Beachgoers. A new class of drug targeting skin cancer's genetic material has been successfully tested in humans for the first time.
Credit: haveseen / Fotolia

A new class of drug targeting skin cancer's genetic material has been successfully tested in humans for the first time, opening the way to new treatments for a range of conditions from skin cancers to eye diseases.

The research involves the drug Dz13, a targeted molecular therapy, which was developed at the University of New South Wales (UNSW) and has now been found to be safe in a clinical trial of patients with the common skin cancer, basal-cell carcinoma.

"This is the first report of a drug of this type to be used in humans," says UNSW Medicine's Professor Levon Khachigian, who has been developing the DNAzyme technology for 10 years.

"It's a smart drug, which targets a bad protein that controls tumour growth and spread," says Professor Khachigian, the Director of the UNSW Centre for Vascular Research. The collaborative trial was conducted by researchers from UNSW, the University of Sydney and Royal Prince Alfred Hospital.

The findings have been published today in the journal The Lancet.

"Even though we were only testing for safety, there were unexpected positive effects," says Professor Khachigian.

"The drug knocked down levels of this bad protein and the tumours shrunk in the majority of patients."

The researchers hope subsequent trials will prove that larger doses of the drug over a longer time period will be more effective.

"Targeted molecular therapy like this might also offer novel, effective, and less invasive therapeutic options for basal-cell carcinoma," says Professor Gary Halliday, from the University of Sydney, who is one of the co-authors of the study.

If the next stages of the clinical trials in basal-cell carcinoma are successful, the researchers hope that within three years, the drug could be used as a treatment for these cancers, reducing scarring and the costs and inconvenience associated with surgery.

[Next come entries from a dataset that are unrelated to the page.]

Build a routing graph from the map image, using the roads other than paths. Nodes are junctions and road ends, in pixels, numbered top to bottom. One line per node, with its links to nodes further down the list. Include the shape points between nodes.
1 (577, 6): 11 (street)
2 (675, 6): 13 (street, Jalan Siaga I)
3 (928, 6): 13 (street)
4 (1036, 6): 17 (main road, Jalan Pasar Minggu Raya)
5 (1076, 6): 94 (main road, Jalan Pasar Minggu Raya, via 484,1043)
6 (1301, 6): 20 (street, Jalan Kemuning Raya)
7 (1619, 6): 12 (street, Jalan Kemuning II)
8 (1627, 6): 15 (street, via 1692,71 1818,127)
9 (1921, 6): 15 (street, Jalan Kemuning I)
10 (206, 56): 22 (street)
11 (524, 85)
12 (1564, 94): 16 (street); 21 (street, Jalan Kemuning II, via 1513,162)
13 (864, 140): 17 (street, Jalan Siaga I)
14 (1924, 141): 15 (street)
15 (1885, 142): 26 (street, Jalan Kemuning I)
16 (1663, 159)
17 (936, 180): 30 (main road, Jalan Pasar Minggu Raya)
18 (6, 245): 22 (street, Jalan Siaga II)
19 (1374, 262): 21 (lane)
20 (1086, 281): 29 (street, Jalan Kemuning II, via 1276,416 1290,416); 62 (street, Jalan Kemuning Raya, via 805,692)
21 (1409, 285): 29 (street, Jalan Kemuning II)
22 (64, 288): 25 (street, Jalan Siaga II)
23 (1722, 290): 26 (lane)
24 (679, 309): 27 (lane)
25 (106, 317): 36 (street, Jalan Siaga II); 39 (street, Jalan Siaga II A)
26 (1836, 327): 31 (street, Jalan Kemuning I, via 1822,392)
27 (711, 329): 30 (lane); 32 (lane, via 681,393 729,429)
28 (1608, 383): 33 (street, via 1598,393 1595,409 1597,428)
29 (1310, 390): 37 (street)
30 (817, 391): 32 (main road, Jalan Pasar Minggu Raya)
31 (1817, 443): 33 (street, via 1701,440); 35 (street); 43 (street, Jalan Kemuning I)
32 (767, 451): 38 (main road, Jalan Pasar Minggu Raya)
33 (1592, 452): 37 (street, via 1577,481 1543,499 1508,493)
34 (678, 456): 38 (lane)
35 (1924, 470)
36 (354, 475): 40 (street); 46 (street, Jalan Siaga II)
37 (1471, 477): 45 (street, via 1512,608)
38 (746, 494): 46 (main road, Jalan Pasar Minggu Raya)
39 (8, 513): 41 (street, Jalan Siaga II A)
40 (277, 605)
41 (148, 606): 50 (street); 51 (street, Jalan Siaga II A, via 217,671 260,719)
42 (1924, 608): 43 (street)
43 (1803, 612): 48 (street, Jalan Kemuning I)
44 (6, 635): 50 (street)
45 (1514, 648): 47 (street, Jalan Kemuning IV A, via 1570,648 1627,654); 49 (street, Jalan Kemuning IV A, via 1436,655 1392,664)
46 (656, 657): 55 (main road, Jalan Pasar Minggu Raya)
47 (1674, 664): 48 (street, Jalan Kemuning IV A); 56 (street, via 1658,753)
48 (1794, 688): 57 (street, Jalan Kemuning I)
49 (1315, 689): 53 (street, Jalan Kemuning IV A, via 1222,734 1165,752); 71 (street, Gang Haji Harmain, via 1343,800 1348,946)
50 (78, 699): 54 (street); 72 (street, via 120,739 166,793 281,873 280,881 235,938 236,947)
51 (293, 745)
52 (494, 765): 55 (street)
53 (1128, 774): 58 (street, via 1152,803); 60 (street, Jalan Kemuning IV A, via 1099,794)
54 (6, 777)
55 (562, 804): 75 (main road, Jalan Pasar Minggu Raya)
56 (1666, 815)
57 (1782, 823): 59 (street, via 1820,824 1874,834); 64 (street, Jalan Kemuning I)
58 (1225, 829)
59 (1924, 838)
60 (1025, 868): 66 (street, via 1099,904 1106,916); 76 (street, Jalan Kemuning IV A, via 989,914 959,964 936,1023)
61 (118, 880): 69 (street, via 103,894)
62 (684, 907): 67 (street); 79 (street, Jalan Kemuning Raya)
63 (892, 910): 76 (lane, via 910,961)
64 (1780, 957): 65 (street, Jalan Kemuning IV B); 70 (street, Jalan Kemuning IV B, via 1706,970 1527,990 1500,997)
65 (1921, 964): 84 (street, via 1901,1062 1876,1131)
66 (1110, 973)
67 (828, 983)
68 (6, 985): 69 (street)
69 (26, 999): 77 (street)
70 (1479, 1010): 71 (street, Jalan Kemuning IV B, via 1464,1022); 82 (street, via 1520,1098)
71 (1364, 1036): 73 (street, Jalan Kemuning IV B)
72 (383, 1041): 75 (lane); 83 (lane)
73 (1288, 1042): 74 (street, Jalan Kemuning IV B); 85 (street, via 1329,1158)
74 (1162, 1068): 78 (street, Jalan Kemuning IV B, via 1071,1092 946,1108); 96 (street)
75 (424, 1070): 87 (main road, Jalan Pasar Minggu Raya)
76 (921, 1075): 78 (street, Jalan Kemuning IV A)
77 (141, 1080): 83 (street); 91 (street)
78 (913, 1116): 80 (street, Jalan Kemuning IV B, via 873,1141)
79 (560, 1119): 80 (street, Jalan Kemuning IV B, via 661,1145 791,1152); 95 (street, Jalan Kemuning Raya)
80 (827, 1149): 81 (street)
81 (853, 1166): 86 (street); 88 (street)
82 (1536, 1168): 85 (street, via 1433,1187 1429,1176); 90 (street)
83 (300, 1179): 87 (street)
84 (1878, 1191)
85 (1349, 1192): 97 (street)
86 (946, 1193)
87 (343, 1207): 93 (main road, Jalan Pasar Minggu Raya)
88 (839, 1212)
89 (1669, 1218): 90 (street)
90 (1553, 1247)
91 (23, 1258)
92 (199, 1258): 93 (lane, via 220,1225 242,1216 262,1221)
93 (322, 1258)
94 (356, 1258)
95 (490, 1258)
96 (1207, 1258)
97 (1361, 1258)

Basal-cell carcinoma is the most common cancer among fair-skinned people worldwide with Australia having the highest incidence.

"This may be a 'one-size fits all' therapy, because it targets a master regulator gene called c-Jun which appears to be involved in a range of diseases," says Professor Khachigian, who predicts that melanoma and eye diseases including macular degeneration and diabetic retinopathy are the likely future targets for research.

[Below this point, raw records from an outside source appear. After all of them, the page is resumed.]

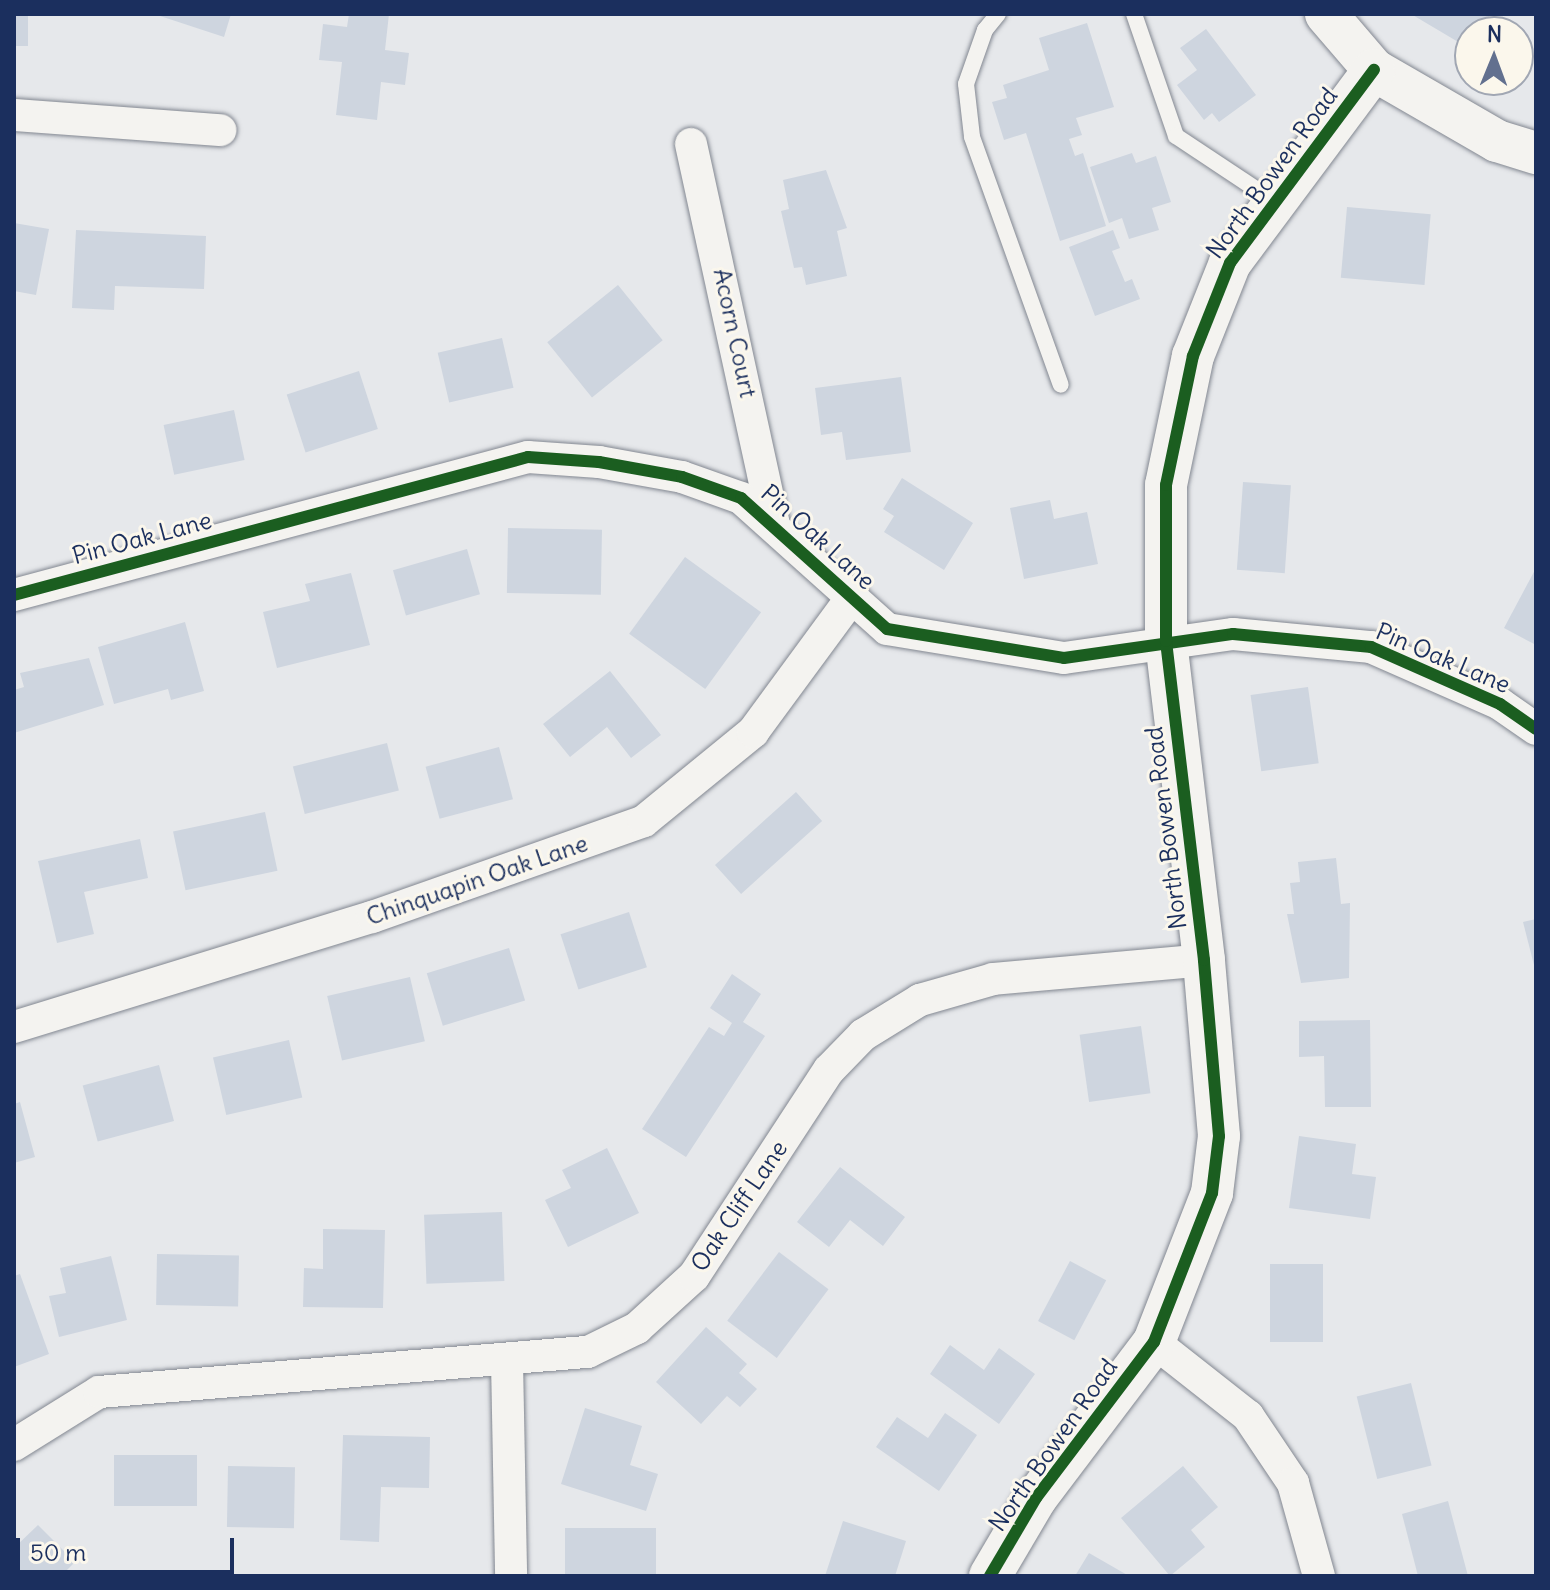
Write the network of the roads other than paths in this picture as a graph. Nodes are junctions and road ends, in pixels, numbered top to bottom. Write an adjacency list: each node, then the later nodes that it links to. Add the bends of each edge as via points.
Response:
1 (998, 14): 10 (lane, via 985,30 966,84 972,137)
2 (1134, 14): 9 (lane, via 1176,136)
3 (1326, 14): 4 (street)
4 (1374, 70): 8 (street, via 1497,141); 9 (street, North Bowen Road)
5 (14, 115): 6 (street)
6 (220, 130)
7 (691, 144): 11 (street, Acorn Court)
8 (1536, 153)
9 (1275, 202): 14 (street, North Bowen Road, via 1230,263 1193,356 1166,485)
10 (1061, 385)
11 (774, 524): 12 (street, Pin Oak Lane, via 741,498 682,477 528,457); 13 (street, Pin Oak Lane)
12 (14, 595)
13 (853, 596): 14 (street, Pin Oak Lane, via 887,629 1064,658); 17 (street, Chinquapin Oak Lane, via 753,732 644,821 372,917)
14 (1166, 641): 15 (street, Pin Oak Lane, via 1233,634 1371,647 1500,704); 16 (street, North Bowen Road)
15 (1536, 729)
16 (1204, 960): 18 (street, North Bowen Road, via 1219,1136 1212,1193); 19 (street, Oak Cliff Lane, via 993,979 920,1000 863,1035 829,1070 694,1276 637,1328 588,1352)
17 (14, 1027)
18 (1154, 1342): 22 (street, North Bowen Road, via 1036,1498); 23 (street, via 1248,1416 1293,1483)
19 (507, 1361): 20 (street, Oak Cliff Lane, via 175,1381 99,1392); 21 (street)
20 (14, 1445)
21 (511, 1576)
22 (990, 1576)
23 (1319, 1576)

A phase one trial in skin melanoma is expected to begin in a month.


Story Source:

The above story is based on materials provided by University of New South Wales. Note: Materials may be edited for content and length.


Journal Reference:

  1. Eun-Ae Cho, Fergal J Moloney, Hong Cai, Annie Au-Yeung, Carlos China, Richard A Scolyer, Benafsha Yosufi, Mark J Raftery, Jason Z Deng, Stephen W Morton, Paula T Hammond, Hendrik-Tobias Arkenau, Diona L Damian, Douglas J Francis, Colin N Chesterman, Ross St C Barnetson, Gary M Halliday, Levon M Khachigian. Safety and tolerability of an intratumorally injected DNAzyme, Dz13, in patients with nodular basal-cell carcinoma: a phase 1 first-in-human trial (DISCOVER). The Lancet, 2013; DOI: 10.1016/S0140-6736(12)62166-7

Cite This Page:

University of New South Wales. "New class of drug targets skin cancer." ScienceDaily. ScienceDaily, 7 May 2013. <www.sciencedaily.com/releases/2013/05/130507095854.htm>.
University of New South Wales. (2013, May 7). New class of drug targets skin cancer. ScienceDaily. Retrieved October 1, 2014 from www.sciencedaily.com/releases/2013/05/130507095854.htm
University of New South Wales. "New class of drug targets skin cancer." ScienceDaily. www.sciencedaily.com/releases/2013/05/130507095854.htm (accessed October 1, 2014).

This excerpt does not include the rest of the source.